Course
Using Functions in R Tutorial
If you are considering starting a career in data science, the sooner you start coding, the better. No matter the programming language you’ve picked to start your learning journey, at some point you will have a date with functions.
Functions are a central concept in nearly every modern programming language, including popular programming languages in data science, such as Python, Julia, and, obviously, R.
In this tutorial, we will explore what R functions are and how you can use them. By covering the purpose, syntax, and typology of functions available in R, you will get everything you need to master this critical concept in programming. And what’s more, you will be introduced to the art of function creation.
What is a Function in R?
In programming, functions are instructions organized together to carry out a specific task. The rationale behind functions is to create self-contained programs that can be called only when needed.
With functions, programmers no longer need to write a program from scratch, thereby avoiding repetition, and improving code robustness and readability. That’s why, as a rule of thumb, it’s good practice to create a function whenever you expect to run a particular set of instructions more than twice in your code.
Functions can be used for endless purposes and can take various forms. Generically, the vast majority of functions will take input data, process it, and return a result. The data on which the function operates is specified by the so-called arguments, which can also be used to control or alter the way the function carries out the tasks.
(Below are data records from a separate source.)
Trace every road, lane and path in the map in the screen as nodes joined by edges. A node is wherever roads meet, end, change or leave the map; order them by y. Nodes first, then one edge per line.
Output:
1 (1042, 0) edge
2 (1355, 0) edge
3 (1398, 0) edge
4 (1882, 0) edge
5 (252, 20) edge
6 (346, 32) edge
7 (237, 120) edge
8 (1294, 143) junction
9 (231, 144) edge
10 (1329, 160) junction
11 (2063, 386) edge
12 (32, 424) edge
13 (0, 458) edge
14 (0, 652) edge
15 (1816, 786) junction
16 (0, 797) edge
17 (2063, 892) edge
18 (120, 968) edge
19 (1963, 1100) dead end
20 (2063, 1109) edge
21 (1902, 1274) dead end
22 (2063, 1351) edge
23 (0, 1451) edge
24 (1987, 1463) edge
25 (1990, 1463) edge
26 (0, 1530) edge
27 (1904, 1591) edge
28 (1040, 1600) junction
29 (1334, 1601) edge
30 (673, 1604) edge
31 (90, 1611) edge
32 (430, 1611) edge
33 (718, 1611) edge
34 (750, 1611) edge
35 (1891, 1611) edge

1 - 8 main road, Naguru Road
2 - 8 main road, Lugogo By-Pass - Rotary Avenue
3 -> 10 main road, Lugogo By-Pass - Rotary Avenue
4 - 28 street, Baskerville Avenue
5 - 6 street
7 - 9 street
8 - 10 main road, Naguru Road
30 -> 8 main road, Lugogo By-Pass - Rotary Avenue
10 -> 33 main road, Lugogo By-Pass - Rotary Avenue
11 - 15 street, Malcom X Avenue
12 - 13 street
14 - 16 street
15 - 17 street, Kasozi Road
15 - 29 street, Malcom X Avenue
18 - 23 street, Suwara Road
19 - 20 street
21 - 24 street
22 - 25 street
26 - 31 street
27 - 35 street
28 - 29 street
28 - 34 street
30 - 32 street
Depending on the origin of the function, we can distinguish three main types of functions in R:
- Built-in functions
- Functions available in R packages
- User-Defined functions (UDF)
In the following sections, we will explain the particularities of the different types of functions available in R.
Built-in Functions in R
R is a powerful programming language that comes with a wide catalog of built-in functions that can be called anytime. As a math-oriented language, R comes with a good number of functions to perform numeric operations. Below you can find a list of some of the most useful:
- print(). Displays an R object on the R console
- min(), max(). Calculates the minimum and maximum of a numeric vector
- sum(). Calculates the sum of a numeric vector
- mean(). Calculates the mean of a numeric vector
- range(). Calculates the minimum and maximum values of a numeric vector
- str(). Displays the structure of an R object
- ncol(). Returns the number of columns of a matrix or a dataframe
- length(). Returns the number of items in an R object, such as a vector, a list, and a matrix.
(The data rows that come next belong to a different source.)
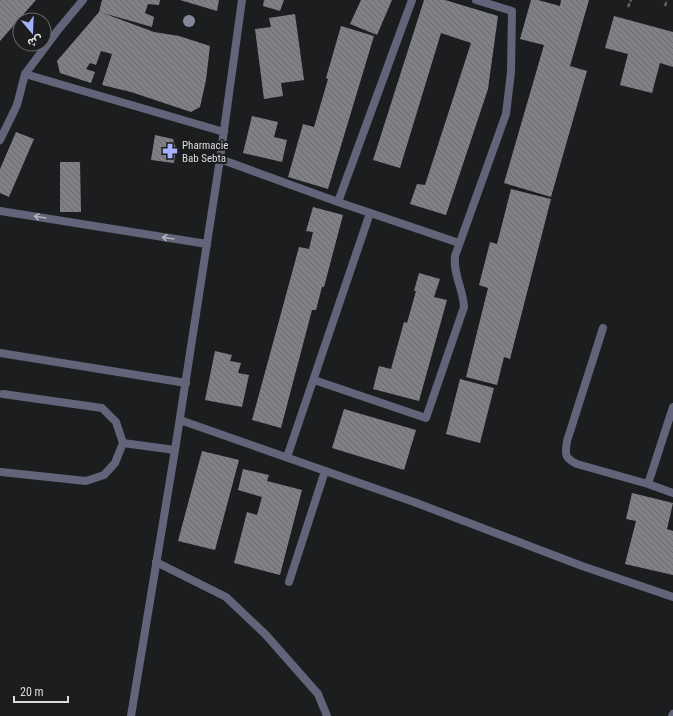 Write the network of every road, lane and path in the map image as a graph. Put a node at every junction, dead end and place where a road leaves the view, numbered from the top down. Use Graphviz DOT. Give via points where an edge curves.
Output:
graph roads {
  1 [pos="83,0"];
  2 [pos="242,0"];
  3 [pos="412,0"];
  4 [pos="476,0"];
  5 [pos="631,0"];
  6 [pos="667,0"];
  7 [pos="665,6"];
  8 [pos="628,7"];
  9 [pos="25,74"];
  10 [pos="224,132"];
  11 [pos="0,140"];
  12 [pos="220,159"];
  13 [pos="338,202"];
  14 [pos="0,210"];
  15 [pos="370,213"];
  16 [pos="459,243"];
  17 [pos="207,244"];
  18 [pos="603,328"];
  19 [pos="0,353"];
  20 [pos="314,380"];
  21 [pos="186,384"];
  22 [pos="3,394"];
  23 [pos="673,407"];
  24 [pos="180,420"];
  25 [pos="123,443"];
  26 [pos="175,450"];
  27 [pos="287,457"];
  28 [pos="325,470"];
  29 [pos="1,472"];
  30 [pos="648,484"];
  31 [pos="673,493"];
  32 [pos="156,562"];
  33 [pos="289,582"];
  34 [pos="673,597"];
  35 [pos="131,716"];
  36 [pos="327,716"];
  1 -- 9 [label="street"];
  2 -- 10 [label="street"];
  3 -- 13 [label="street"];
  4 -- 16 [label="street" via="512,12 511,72 506,114"];
  5 -- 8 [label="path"];
  6 -- 7 [label="path"];
  9 -- 10 [label="street"];
  9 -- 11 [label="street" via="17,105"];
  10 -- 12 [label="street"];
  12 -- 13 [label="street"];
  12 -- 17 [label="street"];
  13 -- 15 [label="street"];
  17 -- 14 [label="street, one-way"];
  15 -- 16 [label="street"];
  15 -- 20 [label="street"];
  16 -- 20 [label="street" via="454,265 464,307 426,418"];
  17 -- 21 [label="street"];
  18 -- 30 [label="street" via="565,453 569,460 577,464"];
  19 -- 21 [label="street"];
  20 -- 27 [label="street"];
  21 -- 24 [label="street"];
  22 -- 25 [label="street" via="102,408 116,422"];
  23 -- 30 [label="street"];
  24 -- 26 [label="street"];
  24 -- 27 [label="street"];
  25 -- 26 [label="street"];
  25 -- 29 [label="street" via="115,463 104,475 86,481"];
  26 -- 32 [label="street"];
  27 -- 28 [label="street"];
  28 -- 33 [label="street"];
  28 -- 34 [label="street" via="582,566"];
  30 -- 31 [label="street"];
  32 -- 35 [label="street"];
  32 -- 36 [label="street" via="226,597 266,635 318,694"];
} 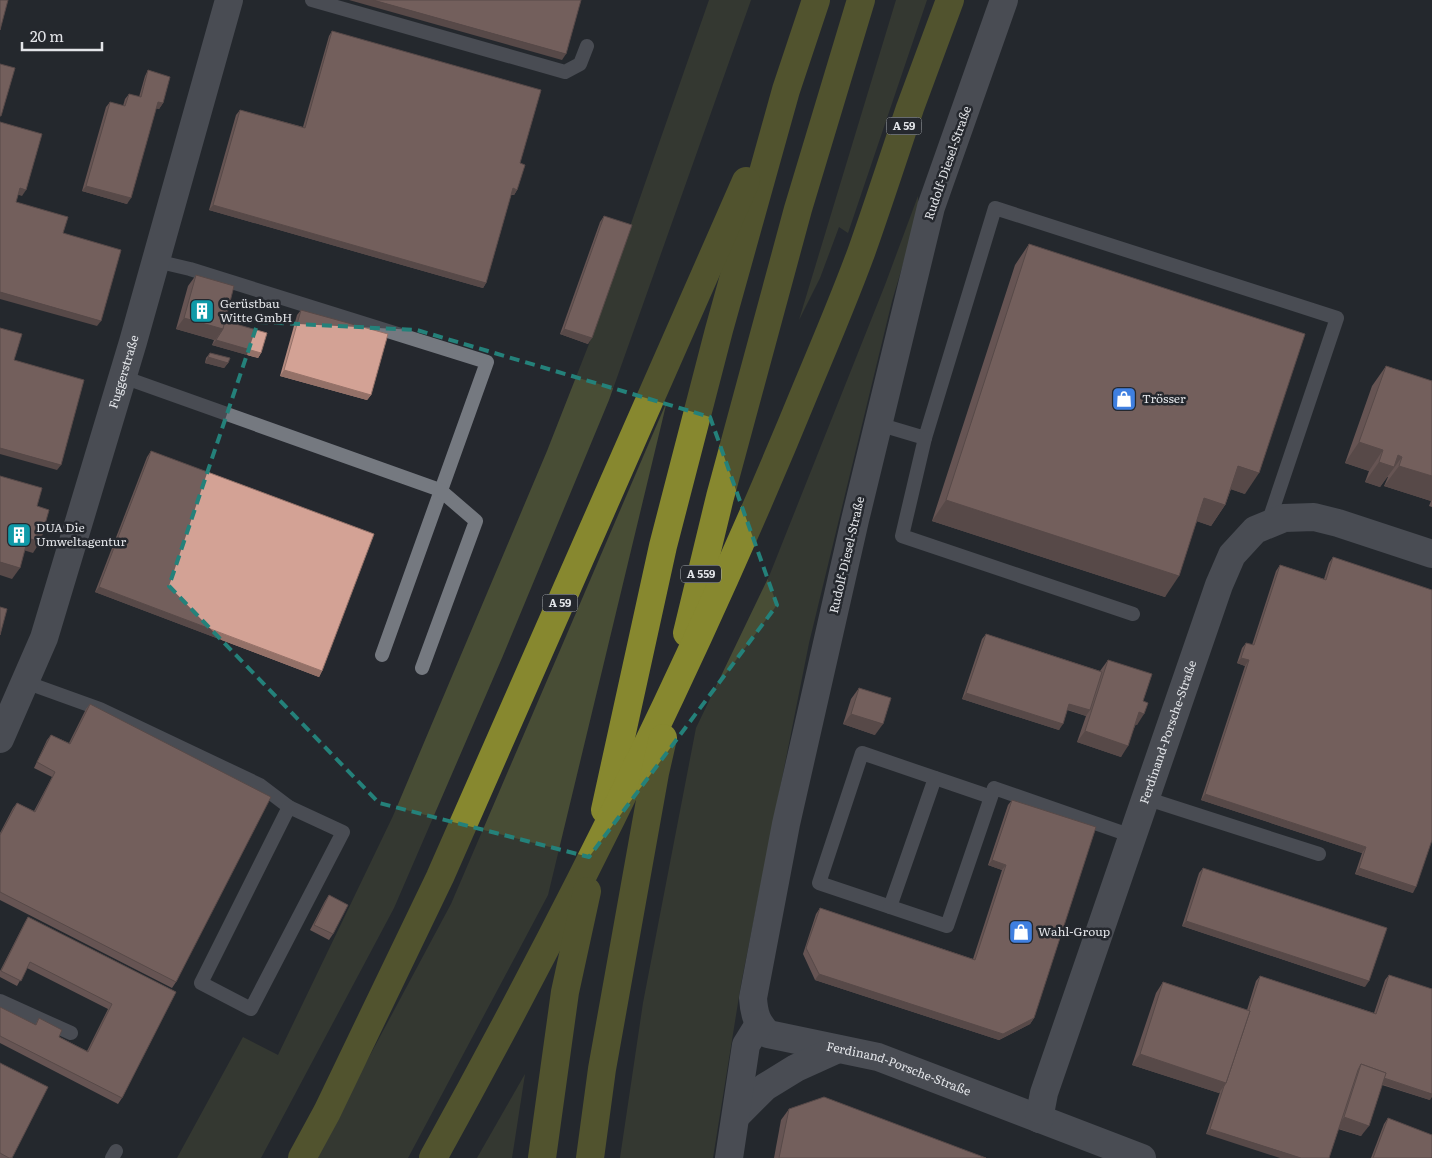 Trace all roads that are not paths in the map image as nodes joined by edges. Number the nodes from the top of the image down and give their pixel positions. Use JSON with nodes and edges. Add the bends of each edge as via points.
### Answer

In the code below, you can see how simple is to use these functions to calculate certain statistics from a vector:
>>> v <- c(1, 3, 0.2, 1.5, 1.7)
>>> print(v)
[1] 1.0 3.0 0.2 1.5 1.7
>>> sum(v)
[1] 7.4
>>> mean(v)
[1] 1.48
>>> length(v)
[1] 5
You can cover R functions and more in our comprehensive R skill track, wich will help you learn to code like a programmer.
Functions in R Packages
Yet numerous and diverse, built-in functions are not enough to do all the cool stuff you can do with R, from plotting compelling data visualizations to training powerful machine learning models.
The great majority of functions to perform these tasks are available in external packages or libraries. Packages are collections of R functions, data, and compiled code in a well-defined format created to add specific functionality. Most of these packages can be used for free, and can be found in popular packages repositories, such as CRAN, which currently feature nearly 20,000 contributed packages.
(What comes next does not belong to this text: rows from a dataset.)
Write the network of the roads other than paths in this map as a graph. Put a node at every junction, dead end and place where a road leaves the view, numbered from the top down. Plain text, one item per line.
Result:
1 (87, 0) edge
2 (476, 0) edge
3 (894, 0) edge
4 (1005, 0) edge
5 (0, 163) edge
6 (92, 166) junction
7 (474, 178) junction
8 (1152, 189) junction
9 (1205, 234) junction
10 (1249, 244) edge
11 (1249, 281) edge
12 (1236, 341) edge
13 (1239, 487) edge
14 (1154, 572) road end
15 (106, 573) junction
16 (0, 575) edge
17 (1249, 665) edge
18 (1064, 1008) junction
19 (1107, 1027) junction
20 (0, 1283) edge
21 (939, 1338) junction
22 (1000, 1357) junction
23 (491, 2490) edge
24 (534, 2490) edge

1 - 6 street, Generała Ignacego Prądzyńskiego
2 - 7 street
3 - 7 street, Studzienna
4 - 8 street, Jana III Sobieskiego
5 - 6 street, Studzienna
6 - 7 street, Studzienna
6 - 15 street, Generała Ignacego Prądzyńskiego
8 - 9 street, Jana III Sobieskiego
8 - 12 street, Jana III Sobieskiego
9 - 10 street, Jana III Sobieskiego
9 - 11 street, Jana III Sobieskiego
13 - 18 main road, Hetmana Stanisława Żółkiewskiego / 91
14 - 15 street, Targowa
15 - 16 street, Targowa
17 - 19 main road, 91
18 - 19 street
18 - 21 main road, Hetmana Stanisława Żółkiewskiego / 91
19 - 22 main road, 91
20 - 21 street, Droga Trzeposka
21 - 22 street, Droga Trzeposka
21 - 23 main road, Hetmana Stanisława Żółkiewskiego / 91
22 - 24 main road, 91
To use the functions available in a package, you first will need to install it. For example, if you want to install stringr, a popular package to work with regular expressions, you can use the following statement:
install.packages('stringr')
Once you have installed it, to load it into your R environment, use the library statement
library(stringr)
Now you’re ready to use all the functions available in the stringr packages. For example, let’s try the str_detect()
function, which returns a logical vector with TRUE
for each element of the string that matches pattern and FALSE
otherwise.
str_detect('DataCamp', "Data")
[1] TRUE
If you’re interested in knowing more about R packages and how to use them, check this DataCamp R packages tutorial.
User-Defined Functions
The best way to understand how functions in R work is by creating your own functions. The so-called User-Defined functions (UDF) are designed by programmers to carry out a specific task.
R functions normally adopt the following syntax:
function_name <- function(argument_1, argument_2) {
function body
return (output)
}
We can distinguish the four main elements:
- Function name. To create a UDF, first you have to assign it a name and save it as a new object. You just have to call the name whenever you want to use the function.
- Arguments. The function arguments (also known as parameters) are provided within the parentheses. Arguments are key for the function to know what data to take as input and/or how to modify the behavior of the function.
- Function body. Within curly brackets comes the body of the function, that is, the instructions to solve a specific task based on the information provided by the arguments.
- Return statement. The return statement is required if you want the function to save as variables the result or results following the operations in the function body.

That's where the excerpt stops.